Re: “Maine educator chosen as finalist for $1 million global prize” (Jan. 7):

I am a great admirer of Nancie Atwell. “In the Middle” was a seminal book for me as a teacher and an administrator in public schools. It empowered educators to build their own effective curriculum for use with their students.

The Center for Teaching and Learning puts into practice the best research on professional development for teachers – a hands-on environment where teachers can see effective practices modeled, have the opportunity to use them in a classroom and talk about their experience with expert peer mentors. Real change in the classroom is possible with this model and isn’t with the traditional dog-and-pony show that Ms. Atwell came to reject.
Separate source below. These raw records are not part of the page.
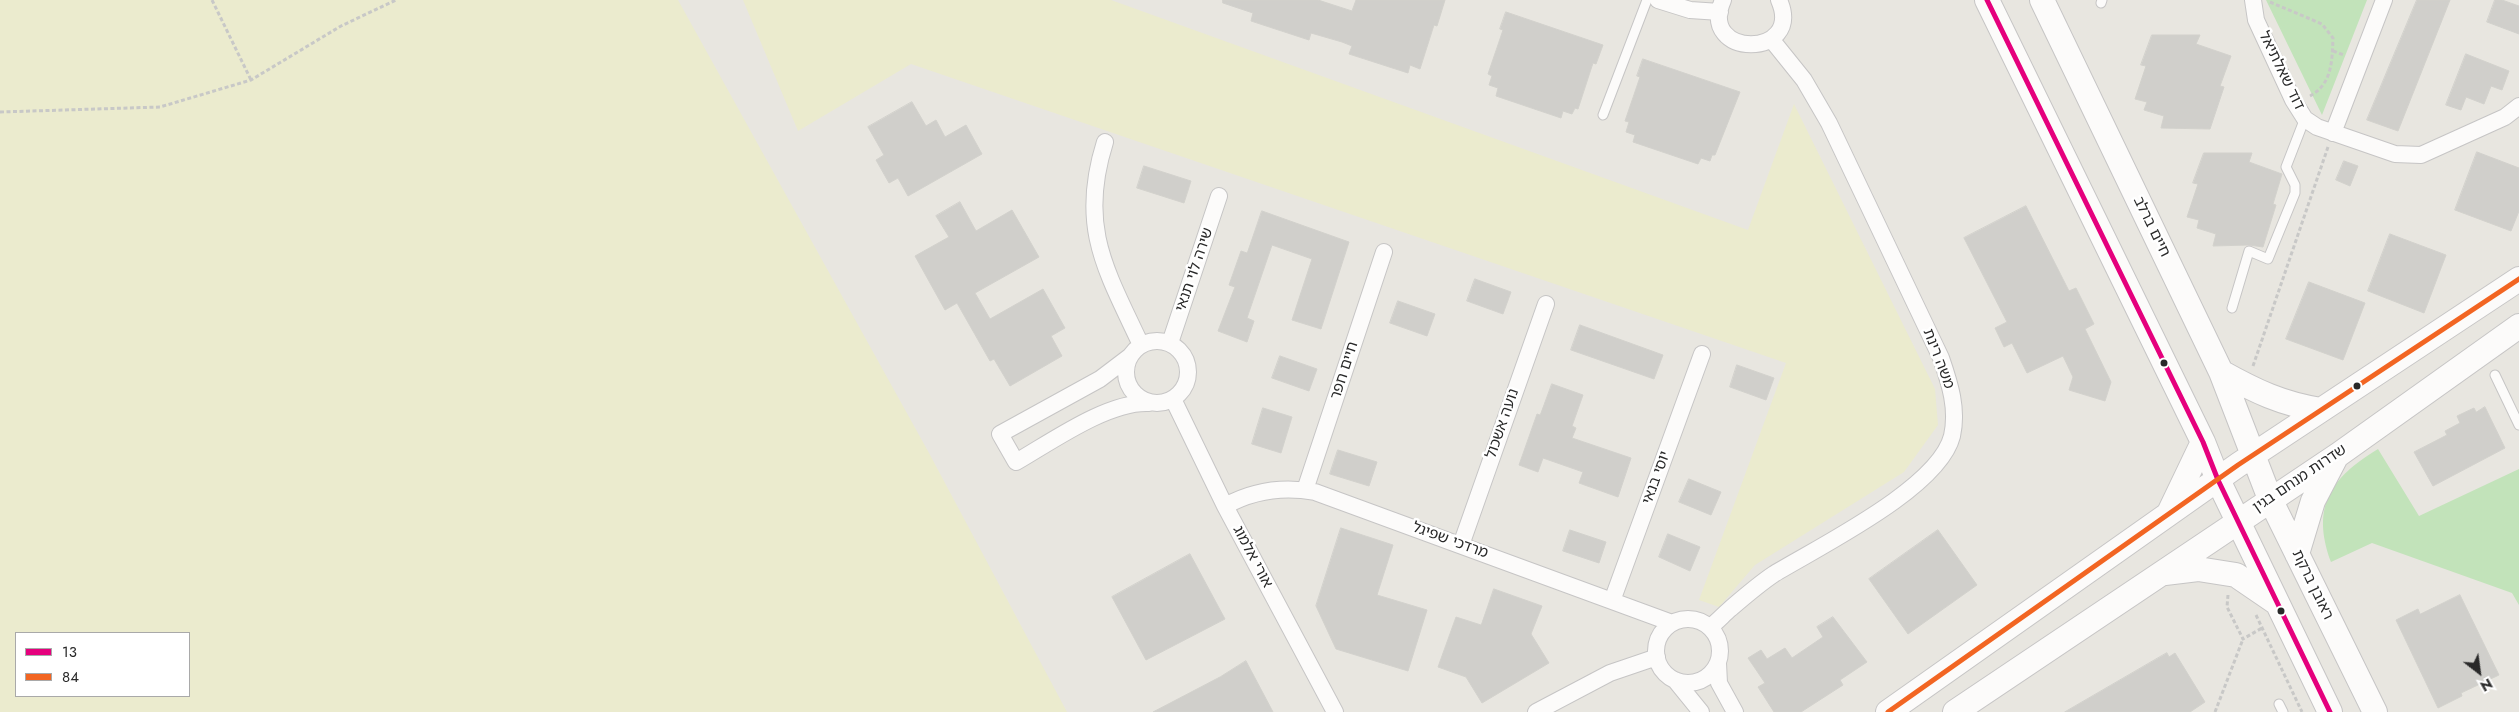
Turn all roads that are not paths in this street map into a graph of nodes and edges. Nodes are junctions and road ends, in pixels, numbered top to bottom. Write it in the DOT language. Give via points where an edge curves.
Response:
graph roads {
  1 [pos="1647,0"];
  2 [pos="1658,0"];
  3 [pos="1779,0"];
  4 [pos="1987,0"];
  5 [pos="2042,0"];
  6 [pos="2253,0"];
  7 [pos="2384,0"];
  8 [pos="1721,6"];
  9 [pos="1771,39"];
  10 [pos="2519,106"];
  11 [pos="1603,115"];
  12 [pos="2305,118"];
  13 [pos="2333,133"];
  14 [pos="1105,142"];
  15 [pos="1219,196"];
  16 [pos="1384,252"];
  17 [pos="2519,279"];
  18 [pos="1546,304"];
  19 [pos="2232,308"];
  20 [pos="2519,326"];
  21 [pos="1170,343"];
  22 [pos="1141,345"];
  23 [pos="1702,354"];
  24 [pos="1129,357"];
  25 [pos="2221,372"];
  26 [pos="2495,375"];
  27 [pos="1173,399"];
  28 [pos="1149,402"];
  29 [pos="2321,410"];
  30 [pos="2519,425"];
  31 [pos="2203,442"];
  32 [pos="2338,454"];
  33 [pos="2253,456"];
  34 [pos="2218,480"];
  35 [pos="1305,490"];
  36 [pos="2270,499"];
  37 [pos="1226,506"];
  38 [pos="2169,514"];
  39 [pos="2238,521"];
  40 [pos="1460,545"];
  41 [pos="2296,554"];
  42 [pos="2161,573"];
  43 [pos="1612,601"];
  44 [pos="2279,604"];
  45 [pos="1672,623"];
  46 [pos="1710,627"];
  47 [pos="1657,657"];
  48 [pos="1718,663"];
  49 [pos="1675,680"];
  50 [pos="1542,710"];
  51 [pos="1335,712"];
  52 [pos="1701,712"];
  53 [pos="1735,712"];
  54 [pos="1888,712"];
  55 [pos="1955,712"];
  56 [pos="2330,712"];
  57 [pos="2375,712"];
  1 -- 11 [label="lane"];
  2 -- 8 [label="street" via="1690,10"];
  3 -- 9 [label="street" via="1782,23"];
  4 -- 31 [label="street"];
  5 -- 25 [label="street, חיים ברלב"];
  6 -- 12 [label="street, דוד שאלתיאל" via="2256,20"];
  7 -- 13 [label="street"];
  8 -- 9 [label="street" via="1724,30 1738,43 1753,46"];
  9 -- 46 [label="street, משה רינת" via="1804,80 1833,132 1941,358 1954,403 1954,421 1945,453 1922,480 1772,576"];
  10 -- 13 [label="street, דוד שאלתיאל" via="2505,117 2421,155 2396,154"];
  12 -- 13 [label="street, דוד שאלתיאל"];
  12 -- 19 [label="lane" via="2286,167 2295,185 2295,193 2268,259 2249,251"];
  14 -- 22 [label="street" via="1094,194 1096,235 1107,271"];
  15 -- 21 [label="street, שירה לוי תנאי"];
  16 -- 35 [label="street, חיים חפר"];
  17 -- 29 [label="street"];
  18 -- 40 [label="street, נועה אשכול"];
  20 -- 32 [label="street, שדרות מנחם בגין"];
  21 -- 22 [label="street" via="1156,341"];
  21 -- 27 [label="street" via="1184,356 1188,371 1183,389"];
  22 -- 24 [label="street"];
  23 -- 43 [label="street, יוסי בנאי"];
  24 -- 28 [label="street" via="1127,383 1136,396"];
  24 -- 28 [label="street" via="1100,379 1000,434 1016,462 1105,412"];
  25 -- 29 [label="street" via="2265,396"];
  25 -- 33 [label="street, חיים ברלב"];
  26 -- 30 [label="lane"];
  27 -- 28 [label="street" via="1158,404"];
  27 -- 37 [label="street, אורי אלמוג"];
  29 -- 33 [label="street"];
  31 -- 34 [label="street"];
  31 -- 38 [label="street"];
  32 -- 36 [label="street, שדרות מנחם בגין"];
  32 -- 41 [label="street" via="2314,501"];
  33 -- 34 [label="street"];
  33 -- 36 [label="street, ראובן ברקת"];
  34 -- 38 [label="street"];
  34 -- 39 [label="street"];
  35 -- 37 [label="street, מרדכי שפיגל" via="1266,490"];
  35 -- 40 [label="street, מרדכי שפיגל" via="1324,494"];
  36 -- 39 [label="street, שדרות מנחם בגין"];
  36 -- 41 [label="street, ראובן ברקת"];
  37 -- 51 [label="street, אורי אלמוג"];
  38 -- 54 [label="street"];
  39 -- 42 [label="street, שדרות מנחם בגין"];
  39 -- 44 [label="street"];
  40 -- 43 [label="street, מרדכי שפיגל"];
  41 -- 57 [label="street, ראובן ברקת"];
  42 -- 44 [label="street" via="2198,569 2236,575"];
  42 -- 55 [label="street, שדרות מנחם בגין"];
  43 -- 45 [label="street, מרדכי שפיגל"];
  44 -- 56 [label="street"];
  45 -- 46 [label="street" via="1692,619"];
  45 -- 47 [label="street" via="1659,638"];
  46 -- 48 [label="street" via="1720,644"];
  47 -- 49 [label="street" via="1663,671"];
  47 -- 50 [label="street" via="1610,673"];
  48 -- 49 [label="street" via="1712,672 1699,680 1690,683"];
  48 -- 53 [label="street" via="1720,683"];
  49 -- 52 [label="street"];
}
However, the article states that teachers had no part in the development of the Common Core standards. While the business community’s influence will be disruptive and unhelpful in the implementation and assessment of the Common Core standards, teachers have been instrumental in their development:

 They served on the work and feedback groups for the English/language arts and math standards.

 The National Education Association, the American Federation of Teachers, the National Council of Teachers of Mathematics and the National Council of Teachers of English, among other organizations, were instrumental in bringing together teachers to provide specific, constructive feedback on the standards

 Teachers were members of teams that states convened to provide regular feedback on drafts of the standards.

I believe that it’s not the standards but how they have been pushed into schools that will prove to be their undoing.

Teachers have not been given the time, resources or professional responsibility to integrate them into a curriculum that will make sense to their students. Nor have they been fully consulted in developing responsible and rigorous assessments consistent with the curriculum’s content and process.